Plus, no animals have to die in the making of Stussy's assembly.

"Skunks are out spraying, looking for mates, and it's no fun for anyone," Stussy says. "More and more, people want solutions and they want solutions that are nonlethal."

First, make sure all but one of the vents to your house's foundation are covered and secured but still allow air passage.

In front of the one unsealed vent, place a heavy dusting of flour at the base.

Next, place a floodlight in the crawl space and blare some Britney Spears just loud enough that the neighbors don't call the cops.

"Make it annoying, obnoxious, can't-sleep-while-it's-on music," Stussy says. "Those things are all uncomfortable. They tell him, hey, you're not safe here."

Chances are, the skunk or skunks will hightail it out that one unblocked vent, leaving their tell-tale tracks in the flour as proof they're gone.

Wire up that final hole and you've just bid adieu to Pepe Le Pew.

Stussy doesn't have to tell Don Healy twice.

Building a home in Jacksonville, the Healys moved into a rental house six weeks ago. Noticing the foundation vents unprotected, they persuaded their landlord to bring in an inspector.

Nine trapped rats later, the vents are sealed.

"It gave me the willies because we live on top of them," Healy says. "I'm making darn sure I don't have a problem in the next place we're at ... I don't want any critters making a home under there."

But the amorous skunks notorious in Jacksonville each spring are regular visitors to their yard, rearing up on their front legs and blasting the family dogs about once a month.

"If we leave our dogs out after 10 (p.m.), it's almost a guaranteed spray," Healy says. "It's expensive to take them to the groomer every month."

Skunks walk a fine legal line in Oregon. Listed as unprotected animals, they can be killed whenever encountered, though firearms cannot be used inside city limits here.

Trapping is legal, but trapped skunks cannot be released off your property because of fears of spreading distemper, Stussy says.

Simply transporting a live skunk off your property requires a permit from Stussy.

Healy has a skunk trap in his yard. If he catches one, he intends to take it into the woods outside of town and kill it.

"The problem is, I can't trap a skunk to save my life," he says.

At the Seventh-day Adventist Church, the offending skunk has been forgiven but he won't get a chance to push his luck.
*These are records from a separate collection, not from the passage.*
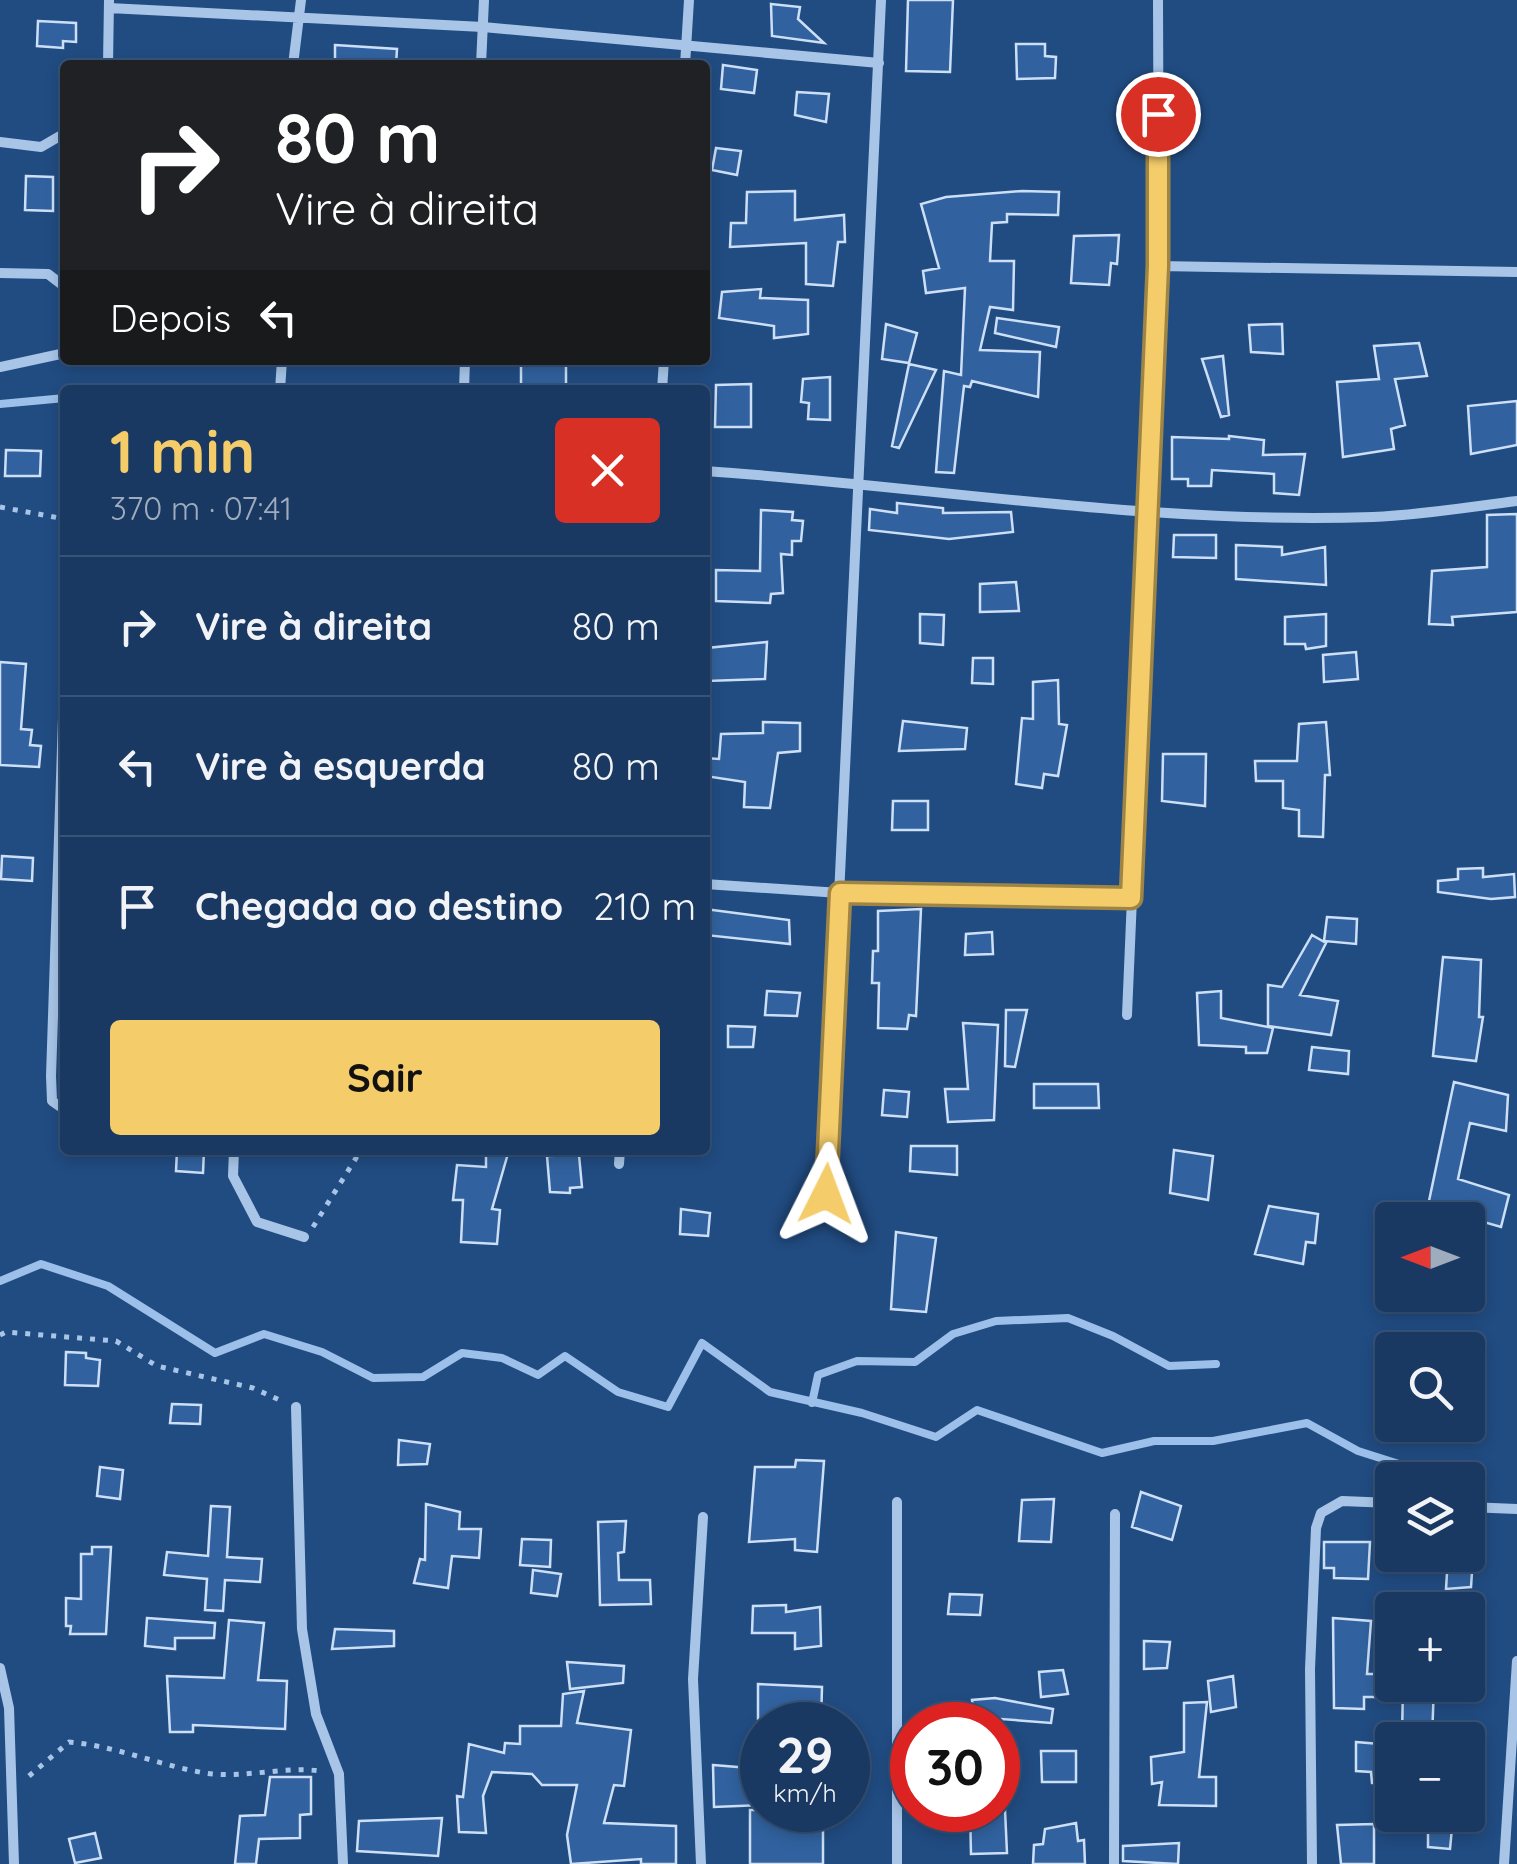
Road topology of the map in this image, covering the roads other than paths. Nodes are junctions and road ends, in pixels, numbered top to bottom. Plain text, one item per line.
1 (302, 0) edge
2 (484, 0) edge
3 (690, 0) edge
4 (881, 0) edge
5 (1158, 0) edge
6 (109, 4) edge
7 (302, 18) junction
8 (483, 27) junction
9 (687, 42) junction
10 (107, 60) edge
11 (294, 60) edge
12 (481, 60) edge
13 (685, 60) edge
14 (879, 62) junction
15 (60, 136) edge
16 (0, 142) edge
17 (1158, 266) junction
18 (1517, 272) edge
19 (0, 273) edge
20 (60, 282) edge
21 (60, 353) edge
22 (0, 367) edge
23 (710, 472) edge
24 (859, 482) junction
25 (1517, 502) edge
26 (1146, 511) junction
27 (60, 807) edge
28 (710, 884) edge
29 (840, 893) junction
30 (1131, 898) junction
31 (1126, 1015) dead end
32 (60, 1106) edge
33 (234, 1155) edge
34 (620, 1155) edge
35 (619, 1164) dead end
36 (826, 1194) dead end
37 (304, 1237) road end
38 (296, 1407) road end
39 (897, 1502) dead end
40 (1375, 1503) edge
41 (1485, 1508) edge
42 (1517, 1509) edge
43 (1114, 1514) dead end
44 (703, 1517) dead end
45 (1517, 1660) edge
46 (0, 1668) edge
47 (6, 1789) edge
48 (14, 1864) edge
49 (343, 1864) edge
50 (701, 1864) edge
51 (897, 1864) edge
52 (1114, 1864) edge
53 (1312, 1864) edge
54 (1504, 1864) edge

1 - 7 street
2 - 8 street
3 - 9 street
4 - 14 street
5 - 17 street
6 - 7 street
6 - 10 street
7 - 8 street
7 - 11 street
8 - 9 street
8 - 12 street
9 - 13 street
9 - 14 street
14 - 24 street
15 - 16 street
17 - 18 street
17 - 26 street
19 - 20 street
21 - 22 street
23 - 24 street
24 - 26 street
24 - 29 street
25 - 26 street
26 - 30 street
27 - 32 street
28 - 29 street
29 - 30 street
29 - 36 street
30 - 31 street
33 - 37 street
34 - 35 street
38 - 49 street
39 - 51 street
40 - 53 street
41 - 42 street
43 - 52 street
44 - 50 street
45 - 54 street
46 - 47 street
47 - 48 street

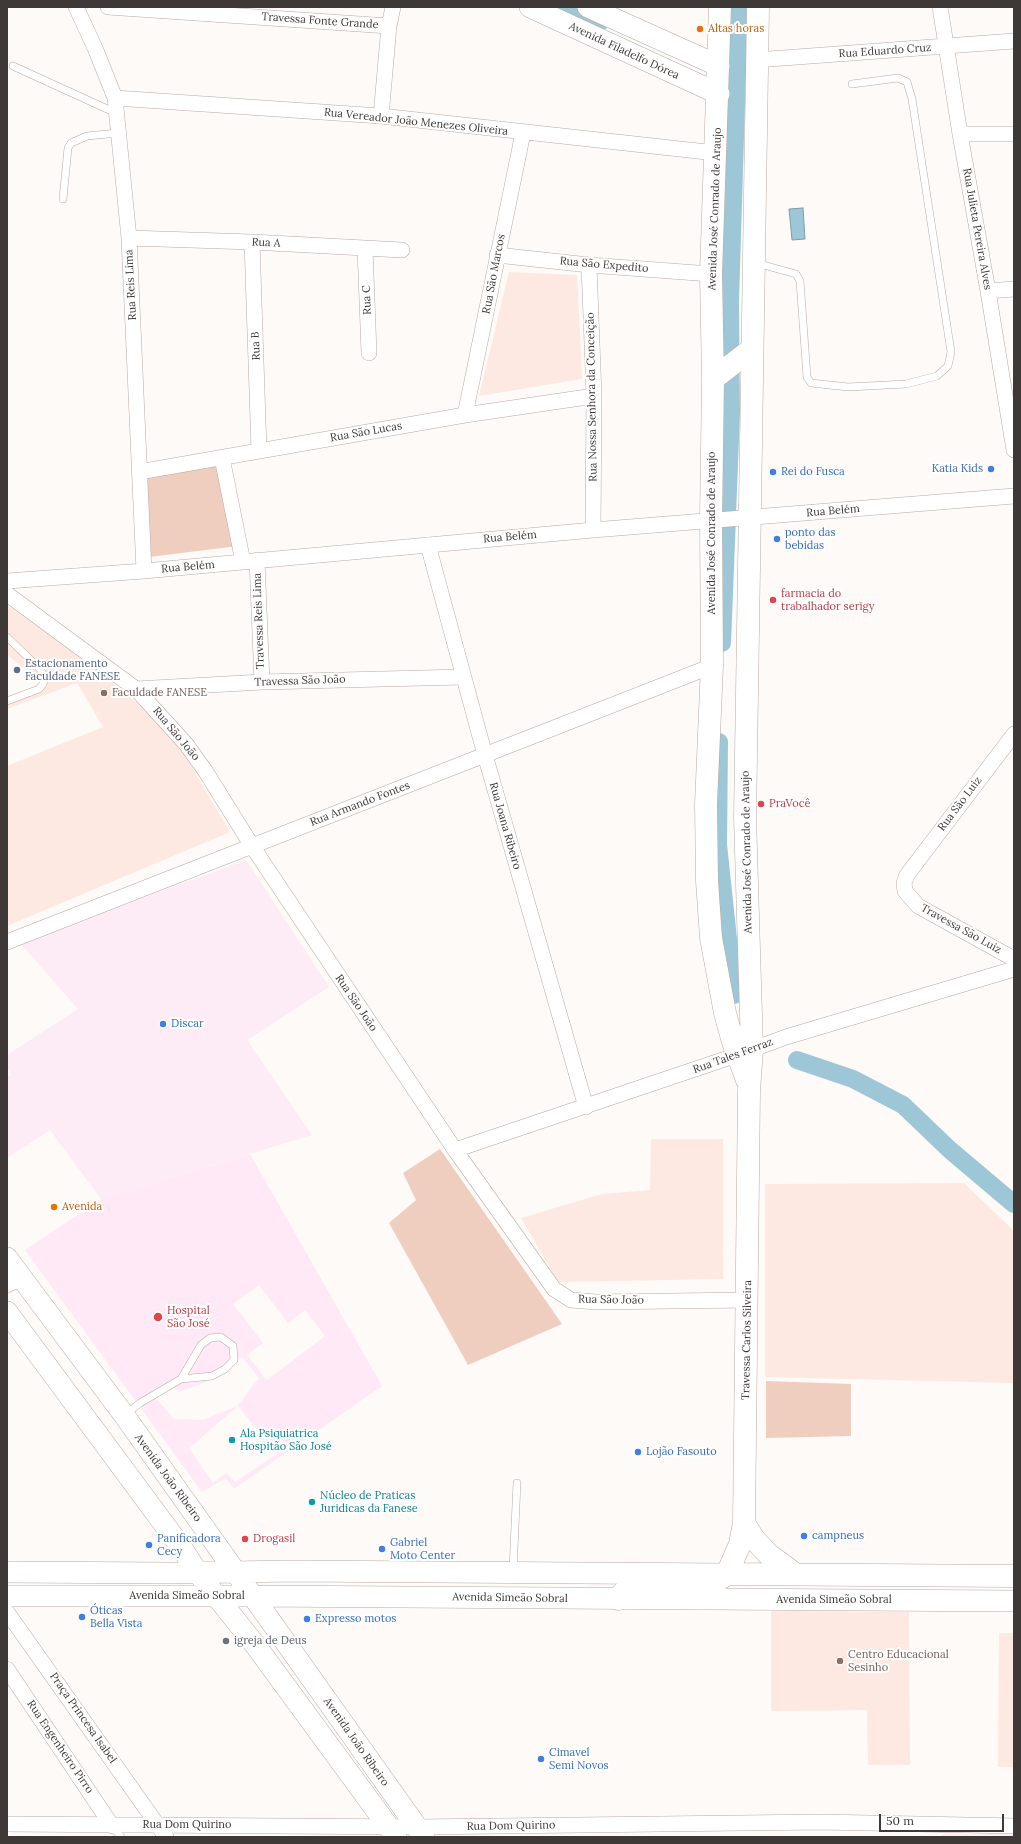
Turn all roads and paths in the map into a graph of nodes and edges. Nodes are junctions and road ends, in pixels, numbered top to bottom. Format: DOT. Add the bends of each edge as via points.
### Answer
graph roads {
  1 [pos="76,7"];
  2 [pos="108,7"];
  3 [pos="393,7"];
  4 [pos="530,7"];
  5 [pos="588,7"];
  6 [pos="720,7"];
  7 [pos="758,7"];
  8 [pos="940,7"];
  9 [pos="389,26"];
  10 [pos="1014,41"];
  11 [pos="947,47"];
  12 [pos="756,60"];
  13 [pos="13,66"];
  14 [pos="718,79"];
  15 [pos="852,84"];
  16 [pos="115,98"];
  17 [pos="117,114"];
  18 [pos="381,116"];
  19 [pos="118,133"];
  20 [pos="523,133"];
  21 [pos="960,134"];
  22 [pos="1014,134"];
  23 [pos="716,153"];
  24 [pos="63,199"];
  25 [pos="129,238"];
  26 [pos="252,242"];
  27 [pos="365,248"];
  28 [pos="402,250"];
  29 [pos="497,255"];
  30 [pos="754,263"];
  31 [pos="589,265"];
  32 [pos="711,274"];
  33 [pos="1014,289"];
  34 [pos="988,291"];
  35 [pos="749,352"];
  36 [pos="369,353"];
  37 [pos="715,378"];
  38 [pos="594,396"];
  39 [pos="466,414"];
  40 [pos="1014,450"];
  41 [pos="259,451"];
  42 [pos="222,458"];
  43 [pos="140,472"];
  44 [pos="1014,496"];
  45 [pos="746,518"];
  46 [pos="714,520"];
  47 [pos="593,530"];
  48 [pos="428,545"];
  49 [pos="250,561"];
  50 [pos="144,571"];
  51 [pos="7,581"];
  52 [pos="7,594"];
  53 [pos="7,638"];
  54 [pos="712,666"];
  55 [pos="463,677"];
  56 [pos="262,682"];
  57 [pos="136,689"];
  58 [pos="7,701"];
  59 [pos="1014,734"];
  60 [pos="485,755"];
  61 [pos="252,846"];
  62 [pos="907,875"];
  63 [pos="7,942"];
  64 [pos="1014,959"];
  65 [pos="1014,969"];
  66 [pos="745,1052"];
  67 [pos="586,1106"];
  68 [pos="455,1150"];
  69 [pos="7,1258"];
  70 [pos="14,1281"];
  71 [pos="747,1300"];
  72 [pos="7,1312"];
  73 [pos="181,1379"];
  74 [pos="124,1415"];
  75 [pos="517,1483"];
  76 [pos="744,1523"];
  77 [pos="235,1571"];
  78 [pos="7,1572"];
  79 [pos="513,1572"];
  80 [pos="198,1573"];
  81 [pos="727,1574"];
  82 [pos="795,1574"];
  83 [pos="1014,1576"];
  84 [pos="7,1596"];
  85 [pos="218,1596"];
  86 [pos="251,1596"];
  87 [pos="618,1599"];
  88 [pos="1014,1601"];
  89 [pos="7,1612"];
  90 [pos="7,1669"];
  91 [pos="7,1824"];
  92 [pos="158,1824"];
  93 [pos="1014,1826"];
  94 [pos="117,1831"];
  95 [pos="392,1832"];
  96 [pos="420,1832"];
  97 [pos="166,1837"];
  1 -- 16 [label="street, Rua Reis Lima"];
  2 -- 9 [label="street, Travessa Fonte Grande"];
  3 -- 9 [label="street"];
  4 -- 14 [label="main road, Avenida Filadelfo Dórea"];
  5 -- 14 [label="main road"];
  6 -- 14 [label="main road, Avenida José Conrado de Araujo"];
  7 -- 12 [label="main road, Avenida José Conrado de Araujo"];
  8 -- 11 [label="street, Rua Julieta Pereira Alves"];
  9 -- 18 [label="street"];
  10 -- 11 [label="street, Rua Eduardo Cruz"];
  11 -- 12 [label="street, Rua Eduardo Cruz"];
  11 -- 21 [label="street, Rua Julieta Pereira Alves"];
  12 -- 30 [label="main road, Avenida José Conrado de Araujo"];
  13 -- 17 [label="lane"];
  14 -- 23 [label="main road, Avenida José Conrado de Araujo"];
  15 -- 30 [label="lane" via="898,78 907,82 911,93 951,352 948,366 937,376 906,384 848,387 811,383 807,377 800,281 796,274"];
  16 -- 17 [label="street, Rua Reis Lima"];
  16 -- 18 [label="street, Rua Vereador João Menezes Oliveira"];
  17 -- 19 [label="street, Rua Reis Lima"];
  18 -- 20 [label="street, Rua Vereador João Menezes Oliveira"];
  19 -- 24 [label="lane" via="87,136 71,143 68,148"];
  19 -- 25 [label="street, Rua Reis Lima"];
  20 -- 23 [label="street, Rua Vereador João Menezes Oliveira"];
  20 -- 29 [label="street, Rua São Marcos"];
  21 -- 22 [label="street"];
  21 -- 34 [label="street, Rua Julieta Pereira Alves"];
  23 -- 32 [label="main road, Avenida José Conrado de Araujo"];
  25 -- 26 [label="street, Rua A"];
  25 -- 43 [label="street, Rua Reis Lima"];
  26 -- 27 [label="street, Rua A"];
  26 -- 41 [label="street, Rua B"];
  27 -- 28 [label="street, Rua A"];
  27 -- 36 [label="street, Rua C"];
  29 -- 31 [label="street, Rua São Expedito"];
  29 -- 39 [label="street, Rua São Marcos"];
  30 -- 35 [label="main road, Avenida José Conrado de Araujo"];
  31 -- 32 [label="street, Rua São Expedito"];
  31 -- 38 [label="street, Rua Nossa Senhora da Conceição"];
  32 -- 37 [label="main road, Avenida José Conrado de Araujo"];
  33 -- 34 [label="street"];
  34 -- 40 [label="street, Rua Julieta Pereira Alves"];
  35 -- 37 [label="main road"];
  35 -- 45 [label="main road, Avenida José Conrado de Araujo"];
  37 -- 46 [label="main road, Avenida José Conrado de Araujo"];
  38 -- 39 [label="street, Rua São Lucas"];
  38 -- 47 [label="street, Rua Nossa Senhora da Conceição"];
  39 -- 41 [label="street, Rua São Lucas"];
  41 -- 42 [label="street, Rua São Lucas"];
  42 -- 43 [label="street, Rua São Lucas"];
  42 -- 49 [label="street, Travessa Reis Lima"];
  43 -- 50 [label="street, Rua Reis Lima"];
  44 -- 45 [label="street, Rua Belém"];
  45 -- 46 [label="street, Rua Belém"];
  45 -- 66 [label="main road, Avenida José Conrado de Araujo"];
  46 -- 47 [label="street, Rua Belém"];
  46 -- 54 [label="main road, Avenida José Conrado de Araujo"];
  47 -- 48 [label="street, Rua Belém"];
  48 -- 49 [label="street, Rua Belém"];
  48 -- 55 [label="street, Rua Joana Ribeiro"];
  49 -- 50 [label="street, Rua Belém"];
  49 -- 56 [label="street, Travessa Reis Lima"];
  50 -- 51 [label="street, Rua Belém"];
  52 -- 57 [label="street, Rua São João"];
  53 -- 58 [label="lane" via="40,669 45,677 39,689"];
  54 -- 60 [label="street, Rua Armando Fontes"];
  54 -- 66 [label="main road, Avenida José Conrado de Araujo" via="706,804 711,938 725,1013"];
  55 -- 56 [label="street, Travessa São João"];
  55 -- 60 [label="street, Rua Joana Ribeiro"];
  56 -- 57 [label="street, Travessa São João"];
  57 -- 61 [label="street, Rua São João" via="186,744"];
  59 -- 62 [label="street, Rua São Luiz"];
  60 -- 61 [label="street, Rua Armando Fontes"];
  60 -- 67 [label="street, Rua Joana Ribeiro"];
  61 -- 63 [label="street, Rua Armando Fontes"];
  61 -- 68 [label="street, Rua São João"];
  62 -- 64 [label="street, Travessa São Luiz" via="905,891 918,906"];
  65 -- 66 [label="street, Rua Tales Ferraz" via="786,1037"];
  66 -- 67 [label="street, Rua Tales Ferraz"];
  66 -- 71 [label="main road, Travessa Carlos Silveira" via="749,1085"];
  67 -- 68 [label="street, Rua Tales Ferraz"];
  68 -- 71 [label="street, Rua São João" via="550,1284 571,1300"];
  69 -- 70 [label="main road, Avenida João Ribeiro"];
  70 -- 74 [label="main road, Avenida João Ribeiro"];
  71 -- 76 [label="main road, Travessa Carlos Silveira"];
  72 -- 80 [label="main road, Avenida João Ribeiro"];
  73 -- 73 [label="lane" via="212,1376 225,1369 234,1360 233,1346 221,1337 210,1338 201,1345"];
  73 -- 74 [label="lane"];
  74 -- 77 [label="main road, Avenida João Ribeiro"];
  75 -- 79 [label="lane"];
  76 -- 81 [label="main road" via="740,1544"];
  76 -- 82 [label="main road" via="768,1554"];
  77 -- 79 [label="main road, Avenida Simeão Sobral"];
  77 -- 80 [label="main road, Avenida Simeão Sobral"];
  77 -- 86 [label="main road, Avenida João Ribeiro"];
  78 -- 80 [label="main road, Avenida Simeão Sobral"];
  79 -- 81 [label="main road, Avenida Simeão Sobral"];
  80 -- 85 [label="main road, Avenida João Ribeiro"];
  81 -- 82 [label="main road, Avenida Simeão Sobral"];
  81 -- 87 [label="main road" via="711,1585 698,1588 639,1589 624,1592"];
  82 -- 83 [label="main road, Avenida Simeão Sobral"];
  84 -- 85 [label="main road, Avenida Simeão Sobral"];
  85 -- 86 [label="main road, Avenida Simeão Sobral"];
  85 -- 95 [label="main road, Avenida João Ribeiro"];
  86 -- 87 [label="main road, Avenida Simeão Sobral"];
  86 -- 96 [label="main road, Avenida João Ribeiro"];
  87 -- 88 [label="main road, Avenida Simeão Sobral"];
  89 -- 92 [label="street, Praça Princesa Isabel"];
  90 -- 94 [label="street, Rua Engenheiro Pirro"];
  91 -- 94 [label="street, Rua Dom Quirino"];
  92 -- 94 [label="street, Rua Dom Quirino"];
  92 -- 95 [label="street, Rua Dom Quirino"];
  92 -- 97 [label="street"];
  93 -- 96 [label="street, Rua Dom Quirino" via="821,1822"];
  95 -- 96 [label="street, Rua Dom Quirino"];
}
Allred has asked church members to move forward with Stussy's flour-laden eviction plan, sans the bad music.

They have the wire ready to close the crawl-space hole. All they need is someone to spend a cold night behind a tree watching for the skunk to leave — if he's still there.

"We certainly have learned our lesson with this one," Allred says. "But we still have our work cut out for us."

Reach reporter Mark Freeman at 776-4470, or e-mail mfreeman@mailtribune.com.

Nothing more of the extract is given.